Electrocatalytic oxygen reduction reaction at FeS2-CNT/GCE surface in alkaline medium

Abstract

The oxygen reduction reaction (ORR) has attracted more attention in recent time due to its wide applications in electrochemical energy transformation such as fuel cells, metal-air batteries, electrolyzers, and wastewater treatment. However, the development of inexpensive and highly efficient ORR electrocatalysts is still a great challenge. Herein, FeS2-carbon nanotube (CNT) nanocomposite was fabricated and deposited on a glassy carbon electrode (GCE) surface to inspect the electrocatalytic ORR in an alkaline medium. Scanning electron microscopy (SEM), transmission electron microscopy (TEM), energy dispersive X-ray spectroscopy (EDX), X-ray photoelectron spectroscopy (XPS), and X-ray diffraction (XRD) were utilized to characterize the FeS2-CNT/GCE surface.
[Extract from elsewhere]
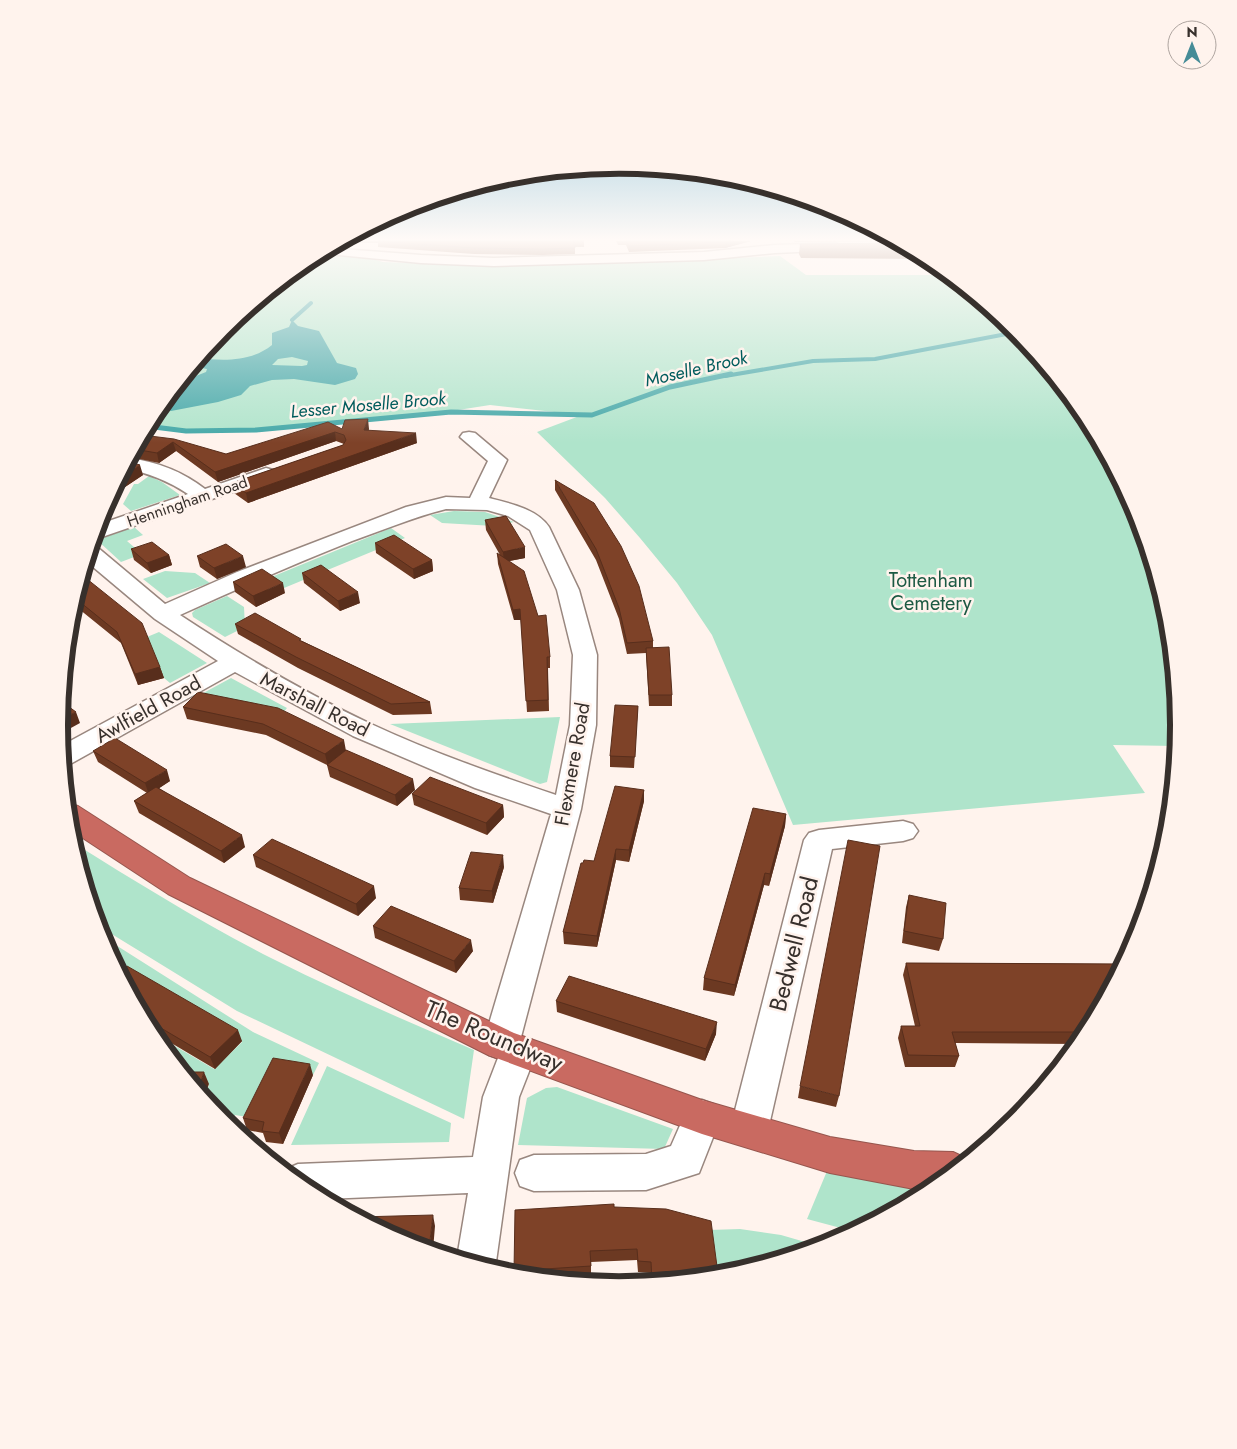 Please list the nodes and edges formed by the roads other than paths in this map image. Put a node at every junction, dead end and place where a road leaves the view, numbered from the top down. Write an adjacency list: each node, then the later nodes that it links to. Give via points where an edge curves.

The EIS and open circuit potential (OCP) analysis showed that the FeS2-CNT/GCE has excellent catalytic effects compared to a bare GCE. Kinetic investigations revealed that the ORR occurred through a consecutive reaction pathway accompanied by a fast electron transfer step and controlled by a diffusion-limited process. Analysis of hydrodynamic voltammograms confirmed that the oxygen molecules undergo a 2e- transfer irreversible redox process and HO2- is generated as an intermediate before converting into hydroxide as the final product. The standard rate constant was calculated to be 2.5 × 10−7 cms−1 and the reaction followed first order kinetics.